• [Task requirements]
Please quote exactly the opening lines of the data, from the first line to the one where "fill:none; stroke-linecap:round; stroke-linejoin:round" appears.

• [Data records]
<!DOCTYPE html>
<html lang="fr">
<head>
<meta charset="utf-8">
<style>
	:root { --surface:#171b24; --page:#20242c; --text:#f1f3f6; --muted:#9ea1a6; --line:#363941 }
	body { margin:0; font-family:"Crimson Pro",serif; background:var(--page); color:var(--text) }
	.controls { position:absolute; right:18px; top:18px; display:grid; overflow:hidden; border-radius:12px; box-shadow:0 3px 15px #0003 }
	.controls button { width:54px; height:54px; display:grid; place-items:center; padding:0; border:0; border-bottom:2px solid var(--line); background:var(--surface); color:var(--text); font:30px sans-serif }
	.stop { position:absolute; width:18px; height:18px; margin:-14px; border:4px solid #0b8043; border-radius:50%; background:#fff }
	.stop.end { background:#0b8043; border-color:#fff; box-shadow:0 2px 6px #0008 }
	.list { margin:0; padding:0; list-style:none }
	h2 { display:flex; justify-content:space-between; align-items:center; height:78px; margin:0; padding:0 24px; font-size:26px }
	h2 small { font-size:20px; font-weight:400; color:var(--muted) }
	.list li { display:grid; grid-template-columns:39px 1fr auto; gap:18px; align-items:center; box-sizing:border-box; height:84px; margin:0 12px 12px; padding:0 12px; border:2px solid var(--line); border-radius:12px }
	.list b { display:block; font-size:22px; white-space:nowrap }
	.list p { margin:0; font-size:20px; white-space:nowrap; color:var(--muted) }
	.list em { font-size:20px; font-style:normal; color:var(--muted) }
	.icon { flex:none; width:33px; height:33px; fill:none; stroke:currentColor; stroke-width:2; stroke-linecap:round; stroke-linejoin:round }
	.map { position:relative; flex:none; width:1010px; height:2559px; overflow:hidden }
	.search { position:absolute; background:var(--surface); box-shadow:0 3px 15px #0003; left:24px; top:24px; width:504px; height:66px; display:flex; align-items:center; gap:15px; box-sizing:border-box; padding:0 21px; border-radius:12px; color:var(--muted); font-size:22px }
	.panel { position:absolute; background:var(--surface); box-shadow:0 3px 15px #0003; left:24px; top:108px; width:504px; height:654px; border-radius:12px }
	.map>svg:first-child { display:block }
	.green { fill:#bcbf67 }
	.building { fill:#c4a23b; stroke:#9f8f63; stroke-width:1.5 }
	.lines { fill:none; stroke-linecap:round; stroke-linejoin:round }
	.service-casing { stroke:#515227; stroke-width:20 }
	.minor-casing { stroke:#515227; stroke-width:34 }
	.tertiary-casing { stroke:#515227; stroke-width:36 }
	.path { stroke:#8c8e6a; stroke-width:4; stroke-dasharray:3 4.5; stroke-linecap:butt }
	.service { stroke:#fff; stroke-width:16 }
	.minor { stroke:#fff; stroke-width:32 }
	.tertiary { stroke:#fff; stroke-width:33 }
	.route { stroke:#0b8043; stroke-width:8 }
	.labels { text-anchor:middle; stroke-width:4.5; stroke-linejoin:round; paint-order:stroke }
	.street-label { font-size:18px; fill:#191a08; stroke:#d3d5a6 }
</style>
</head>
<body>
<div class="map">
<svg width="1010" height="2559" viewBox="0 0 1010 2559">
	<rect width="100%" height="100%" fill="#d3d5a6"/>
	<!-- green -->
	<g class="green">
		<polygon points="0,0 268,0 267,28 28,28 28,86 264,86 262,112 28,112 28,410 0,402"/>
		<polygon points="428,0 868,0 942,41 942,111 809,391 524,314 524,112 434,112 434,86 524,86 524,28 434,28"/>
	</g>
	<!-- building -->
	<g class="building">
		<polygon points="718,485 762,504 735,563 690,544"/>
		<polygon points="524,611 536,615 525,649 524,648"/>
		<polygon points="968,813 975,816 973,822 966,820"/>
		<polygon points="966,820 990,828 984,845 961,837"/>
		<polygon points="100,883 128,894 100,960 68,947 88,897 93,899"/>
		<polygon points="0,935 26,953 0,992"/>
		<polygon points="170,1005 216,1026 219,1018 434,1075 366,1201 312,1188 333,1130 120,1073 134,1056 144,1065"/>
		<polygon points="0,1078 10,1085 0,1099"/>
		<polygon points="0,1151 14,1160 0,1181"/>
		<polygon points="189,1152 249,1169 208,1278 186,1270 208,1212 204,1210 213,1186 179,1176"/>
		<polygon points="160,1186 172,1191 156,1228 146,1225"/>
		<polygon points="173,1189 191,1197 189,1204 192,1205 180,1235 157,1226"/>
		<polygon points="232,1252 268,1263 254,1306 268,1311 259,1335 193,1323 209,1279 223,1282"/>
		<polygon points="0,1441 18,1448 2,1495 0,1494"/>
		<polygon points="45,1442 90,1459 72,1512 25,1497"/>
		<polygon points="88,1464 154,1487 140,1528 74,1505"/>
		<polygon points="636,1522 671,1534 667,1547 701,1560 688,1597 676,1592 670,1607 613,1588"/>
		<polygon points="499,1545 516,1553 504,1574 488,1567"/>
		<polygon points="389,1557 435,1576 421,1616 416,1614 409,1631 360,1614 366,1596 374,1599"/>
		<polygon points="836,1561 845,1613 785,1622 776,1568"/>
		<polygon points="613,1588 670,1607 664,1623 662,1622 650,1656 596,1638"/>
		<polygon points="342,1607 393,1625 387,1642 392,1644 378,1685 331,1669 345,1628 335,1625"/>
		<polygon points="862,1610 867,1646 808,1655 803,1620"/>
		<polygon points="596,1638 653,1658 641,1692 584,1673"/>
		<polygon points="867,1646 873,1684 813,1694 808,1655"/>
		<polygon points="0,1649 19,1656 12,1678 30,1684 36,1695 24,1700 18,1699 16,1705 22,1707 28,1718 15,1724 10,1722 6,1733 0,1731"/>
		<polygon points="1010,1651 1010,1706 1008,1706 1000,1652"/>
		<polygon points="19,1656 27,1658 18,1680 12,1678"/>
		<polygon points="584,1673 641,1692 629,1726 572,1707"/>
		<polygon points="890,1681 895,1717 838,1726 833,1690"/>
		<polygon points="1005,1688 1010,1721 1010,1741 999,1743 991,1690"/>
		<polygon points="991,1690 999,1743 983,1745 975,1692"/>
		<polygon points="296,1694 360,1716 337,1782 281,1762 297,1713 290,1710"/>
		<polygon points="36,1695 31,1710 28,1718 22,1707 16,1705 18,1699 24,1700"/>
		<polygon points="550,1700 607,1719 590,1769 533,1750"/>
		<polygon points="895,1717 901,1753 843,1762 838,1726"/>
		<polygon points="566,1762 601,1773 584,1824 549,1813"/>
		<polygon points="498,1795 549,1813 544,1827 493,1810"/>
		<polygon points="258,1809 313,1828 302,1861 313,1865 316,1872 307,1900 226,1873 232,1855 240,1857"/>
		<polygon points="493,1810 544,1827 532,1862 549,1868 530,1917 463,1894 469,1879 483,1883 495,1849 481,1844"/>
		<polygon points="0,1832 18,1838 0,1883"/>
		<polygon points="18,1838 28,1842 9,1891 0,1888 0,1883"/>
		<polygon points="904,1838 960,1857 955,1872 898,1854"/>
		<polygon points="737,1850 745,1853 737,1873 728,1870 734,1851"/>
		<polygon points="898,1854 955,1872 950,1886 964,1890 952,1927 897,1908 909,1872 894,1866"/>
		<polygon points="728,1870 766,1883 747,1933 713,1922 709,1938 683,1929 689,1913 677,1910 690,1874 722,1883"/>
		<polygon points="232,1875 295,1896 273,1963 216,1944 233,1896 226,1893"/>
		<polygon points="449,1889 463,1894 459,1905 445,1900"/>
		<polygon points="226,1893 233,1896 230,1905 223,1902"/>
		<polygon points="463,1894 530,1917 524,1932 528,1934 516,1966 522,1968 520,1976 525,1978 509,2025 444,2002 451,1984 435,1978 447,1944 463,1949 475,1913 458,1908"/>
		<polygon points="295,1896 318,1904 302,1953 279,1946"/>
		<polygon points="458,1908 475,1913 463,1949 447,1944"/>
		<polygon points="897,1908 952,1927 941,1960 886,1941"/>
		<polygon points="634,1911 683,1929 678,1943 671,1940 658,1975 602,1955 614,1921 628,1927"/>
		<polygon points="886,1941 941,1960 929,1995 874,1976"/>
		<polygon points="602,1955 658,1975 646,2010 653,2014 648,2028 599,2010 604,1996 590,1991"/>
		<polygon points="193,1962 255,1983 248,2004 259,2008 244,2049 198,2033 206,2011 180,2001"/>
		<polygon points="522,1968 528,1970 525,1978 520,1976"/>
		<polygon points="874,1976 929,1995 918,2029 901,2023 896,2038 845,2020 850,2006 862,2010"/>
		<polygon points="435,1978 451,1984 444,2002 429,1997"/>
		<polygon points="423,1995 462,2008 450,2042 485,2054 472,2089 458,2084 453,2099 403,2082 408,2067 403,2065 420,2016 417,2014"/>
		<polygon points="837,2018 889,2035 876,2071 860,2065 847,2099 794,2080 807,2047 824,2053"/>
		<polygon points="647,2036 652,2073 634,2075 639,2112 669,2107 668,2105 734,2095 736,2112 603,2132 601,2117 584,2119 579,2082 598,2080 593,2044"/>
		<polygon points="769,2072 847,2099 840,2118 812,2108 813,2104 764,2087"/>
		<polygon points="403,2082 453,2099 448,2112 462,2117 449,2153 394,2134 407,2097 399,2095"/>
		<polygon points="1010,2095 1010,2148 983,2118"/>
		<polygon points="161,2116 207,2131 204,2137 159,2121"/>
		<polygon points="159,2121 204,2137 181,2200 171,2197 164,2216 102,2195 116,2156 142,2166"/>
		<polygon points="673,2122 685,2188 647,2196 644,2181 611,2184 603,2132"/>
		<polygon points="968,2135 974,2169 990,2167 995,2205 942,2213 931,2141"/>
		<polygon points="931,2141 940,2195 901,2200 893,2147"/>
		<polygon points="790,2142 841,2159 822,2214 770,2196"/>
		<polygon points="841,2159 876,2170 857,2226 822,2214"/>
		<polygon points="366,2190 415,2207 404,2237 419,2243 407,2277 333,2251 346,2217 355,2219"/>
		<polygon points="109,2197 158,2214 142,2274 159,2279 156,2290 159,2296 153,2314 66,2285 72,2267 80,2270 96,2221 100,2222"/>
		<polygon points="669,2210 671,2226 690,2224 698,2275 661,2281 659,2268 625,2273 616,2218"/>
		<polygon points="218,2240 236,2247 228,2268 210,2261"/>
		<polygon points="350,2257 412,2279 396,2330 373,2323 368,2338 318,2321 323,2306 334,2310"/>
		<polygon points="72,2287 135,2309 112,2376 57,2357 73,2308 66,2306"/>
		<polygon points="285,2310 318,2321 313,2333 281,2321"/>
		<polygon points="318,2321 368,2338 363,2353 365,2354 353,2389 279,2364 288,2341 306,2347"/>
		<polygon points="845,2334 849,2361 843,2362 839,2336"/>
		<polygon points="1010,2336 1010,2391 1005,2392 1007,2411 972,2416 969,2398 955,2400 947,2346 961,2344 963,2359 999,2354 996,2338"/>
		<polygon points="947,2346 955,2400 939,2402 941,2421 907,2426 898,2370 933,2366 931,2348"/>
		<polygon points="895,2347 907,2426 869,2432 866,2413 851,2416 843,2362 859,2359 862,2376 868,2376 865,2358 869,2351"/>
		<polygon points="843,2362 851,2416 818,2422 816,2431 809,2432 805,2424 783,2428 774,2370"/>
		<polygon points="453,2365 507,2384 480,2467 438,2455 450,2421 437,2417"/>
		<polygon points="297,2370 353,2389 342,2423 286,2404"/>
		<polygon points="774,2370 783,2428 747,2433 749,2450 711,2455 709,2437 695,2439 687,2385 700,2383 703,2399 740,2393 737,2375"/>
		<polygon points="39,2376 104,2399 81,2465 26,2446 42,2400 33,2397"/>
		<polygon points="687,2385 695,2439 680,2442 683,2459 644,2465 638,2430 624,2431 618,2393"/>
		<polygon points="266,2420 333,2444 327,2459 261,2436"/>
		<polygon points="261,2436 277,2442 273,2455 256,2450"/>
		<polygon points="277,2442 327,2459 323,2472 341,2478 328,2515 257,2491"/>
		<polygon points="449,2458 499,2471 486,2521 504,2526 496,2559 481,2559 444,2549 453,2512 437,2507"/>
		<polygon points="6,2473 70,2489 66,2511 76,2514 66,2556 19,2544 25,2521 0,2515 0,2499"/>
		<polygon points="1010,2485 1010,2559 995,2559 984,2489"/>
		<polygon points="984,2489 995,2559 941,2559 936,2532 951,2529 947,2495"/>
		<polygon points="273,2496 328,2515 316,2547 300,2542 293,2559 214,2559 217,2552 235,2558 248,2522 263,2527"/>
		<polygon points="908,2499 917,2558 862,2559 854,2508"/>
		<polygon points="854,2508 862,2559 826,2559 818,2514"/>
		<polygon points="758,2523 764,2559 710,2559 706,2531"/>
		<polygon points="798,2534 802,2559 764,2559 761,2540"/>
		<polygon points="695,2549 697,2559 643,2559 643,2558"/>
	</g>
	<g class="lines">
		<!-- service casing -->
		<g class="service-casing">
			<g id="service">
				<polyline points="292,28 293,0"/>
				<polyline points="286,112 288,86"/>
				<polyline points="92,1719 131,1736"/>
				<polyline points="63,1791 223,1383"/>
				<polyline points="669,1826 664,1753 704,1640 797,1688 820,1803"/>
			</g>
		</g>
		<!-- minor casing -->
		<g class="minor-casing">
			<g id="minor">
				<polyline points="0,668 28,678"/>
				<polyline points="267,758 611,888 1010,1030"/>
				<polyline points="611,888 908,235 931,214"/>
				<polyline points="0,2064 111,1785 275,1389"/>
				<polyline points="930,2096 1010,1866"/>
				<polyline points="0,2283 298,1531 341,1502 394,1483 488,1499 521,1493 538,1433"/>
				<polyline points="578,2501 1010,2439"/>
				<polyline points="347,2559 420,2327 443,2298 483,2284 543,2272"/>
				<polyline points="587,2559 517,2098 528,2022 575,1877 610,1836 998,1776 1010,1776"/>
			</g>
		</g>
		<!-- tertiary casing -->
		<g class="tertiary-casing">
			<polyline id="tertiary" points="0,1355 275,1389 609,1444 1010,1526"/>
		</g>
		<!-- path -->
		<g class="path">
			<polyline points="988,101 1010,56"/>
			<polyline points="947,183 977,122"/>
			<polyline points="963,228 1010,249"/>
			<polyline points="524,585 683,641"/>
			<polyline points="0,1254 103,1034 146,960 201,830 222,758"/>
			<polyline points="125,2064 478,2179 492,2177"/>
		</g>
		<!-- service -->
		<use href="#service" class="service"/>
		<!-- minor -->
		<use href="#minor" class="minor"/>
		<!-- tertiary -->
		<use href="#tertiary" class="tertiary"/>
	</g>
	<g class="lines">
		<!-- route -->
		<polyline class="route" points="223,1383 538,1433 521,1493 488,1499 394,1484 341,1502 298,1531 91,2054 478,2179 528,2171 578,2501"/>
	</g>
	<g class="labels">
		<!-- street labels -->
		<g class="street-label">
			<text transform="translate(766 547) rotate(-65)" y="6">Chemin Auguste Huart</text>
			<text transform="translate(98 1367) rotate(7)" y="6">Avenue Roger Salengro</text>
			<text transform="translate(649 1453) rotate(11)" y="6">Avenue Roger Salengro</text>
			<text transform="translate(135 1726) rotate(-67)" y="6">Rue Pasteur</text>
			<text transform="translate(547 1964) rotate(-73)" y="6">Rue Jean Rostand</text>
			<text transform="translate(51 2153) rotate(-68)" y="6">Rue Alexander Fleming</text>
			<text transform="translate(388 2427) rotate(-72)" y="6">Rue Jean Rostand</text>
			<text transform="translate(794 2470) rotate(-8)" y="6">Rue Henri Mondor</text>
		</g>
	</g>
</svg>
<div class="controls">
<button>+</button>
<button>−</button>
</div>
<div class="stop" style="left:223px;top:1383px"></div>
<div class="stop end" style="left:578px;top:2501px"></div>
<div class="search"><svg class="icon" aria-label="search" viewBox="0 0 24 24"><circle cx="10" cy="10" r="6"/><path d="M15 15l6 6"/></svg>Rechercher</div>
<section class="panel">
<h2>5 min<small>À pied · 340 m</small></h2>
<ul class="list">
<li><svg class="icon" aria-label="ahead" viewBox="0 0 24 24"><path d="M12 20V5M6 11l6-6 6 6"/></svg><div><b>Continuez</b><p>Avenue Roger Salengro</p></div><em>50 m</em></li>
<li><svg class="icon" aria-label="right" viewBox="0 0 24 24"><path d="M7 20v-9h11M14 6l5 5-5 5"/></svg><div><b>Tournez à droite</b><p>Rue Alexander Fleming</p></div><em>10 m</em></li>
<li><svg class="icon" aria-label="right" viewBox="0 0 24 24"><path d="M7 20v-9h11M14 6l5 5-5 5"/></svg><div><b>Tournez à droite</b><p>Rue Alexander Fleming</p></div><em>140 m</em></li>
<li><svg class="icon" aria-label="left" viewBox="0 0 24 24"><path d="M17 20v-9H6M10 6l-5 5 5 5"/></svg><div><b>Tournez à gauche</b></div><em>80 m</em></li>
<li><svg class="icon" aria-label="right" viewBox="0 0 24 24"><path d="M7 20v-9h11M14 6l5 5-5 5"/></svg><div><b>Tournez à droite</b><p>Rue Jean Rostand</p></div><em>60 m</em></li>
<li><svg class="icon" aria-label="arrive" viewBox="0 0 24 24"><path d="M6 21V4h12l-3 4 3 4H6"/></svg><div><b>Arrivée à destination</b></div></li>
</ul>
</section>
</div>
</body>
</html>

• [Written solution]
<!DOCTYPE html>
<html lang="fr">
<head>
<meta charset="utf-8">
<style>
	:root { --surface:#171b24; --page:#20242c; --text:#f1f3f6; --muted:#9ea1a6; --line:#363941 }
	body { margin:0; font-family:"Crimson Pro",serif; background:var(--page); color:var(--text) }
	.controls { position:absolute; right:18px; top:18px; display:grid; overflow:hidden; border-radius:12px; box-shadow:0 3px 15px #0003 }
	.controls button { width:54px; height:54px; display:grid; place-items:center; padding:0; border:0; border-bottom:2px solid var(--line); background:var(--surface); color:var(--text); font:30px sans-serif }
	.stop { position:absolute; width:18px; height:18px; margin:-14px; border:4px solid #0b8043; border-radius:50%; background:#fff }
	.stop.end { background:#0b8043; border-color:#fff; box-shadow:0 2px 6px #0008 }
	.list { margin:0; padding:0; list-style:none }
	h2 { display:flex; justify-content:space-between; align-items:center; height:78px; margin:0; padding:0 24px; font-size:26px }
	h2 small { font-size:20px; font-weight:400; color:var(--muted) }
	.list li { display:grid; grid-template-columns:39px 1fr auto; gap:18px; align-items:center; box-sizing:border-box; height:84px; margin:0 12px 12px; padding:0 12px; border:2px solid var(--line); border-radius:12px }
	.list b { display:block; font-size:22px; white-space:nowrap }
	.list p { margin:0; font-size:20px; white-space:nowrap; color:var(--muted) }
	.list em { font-size:20px; font-style:normal; color:var(--muted) }
	.icon { flex:none; width:33px; height:33px; fill:none; stroke:currentColor; stroke-width:2; stroke-linecap:round; stroke-linejoin:round }
	.map { position:relative; flex:none; width:1010px; height:2559px; overflow:hidden }
	.search { position:absolute; background:var(--surface); box-shadow:0 3px 15px #0003; left:24px; top:24px; width:504px; height:66px; display:flex; align-items:center; gap:15px; box-sizing:border-box; padding:0 21px; border-radius:12px; color:var(--muted); font-size:22px }
	.panel { position:absolute; background:var(--surface); box-shadow:0 3px 15px #0003; left:24px; top:108px; width:504px; height:654px; border-radius:12px }
	.map>svg:first-child { display:block }
	.green { fill:#bcbf67 }
	.building { fill:#c4a23b; stroke:#9f8f63; stroke-width:1.5 }
	.lines { fill:none; stroke-linecap:round; stroke-linejoin:round }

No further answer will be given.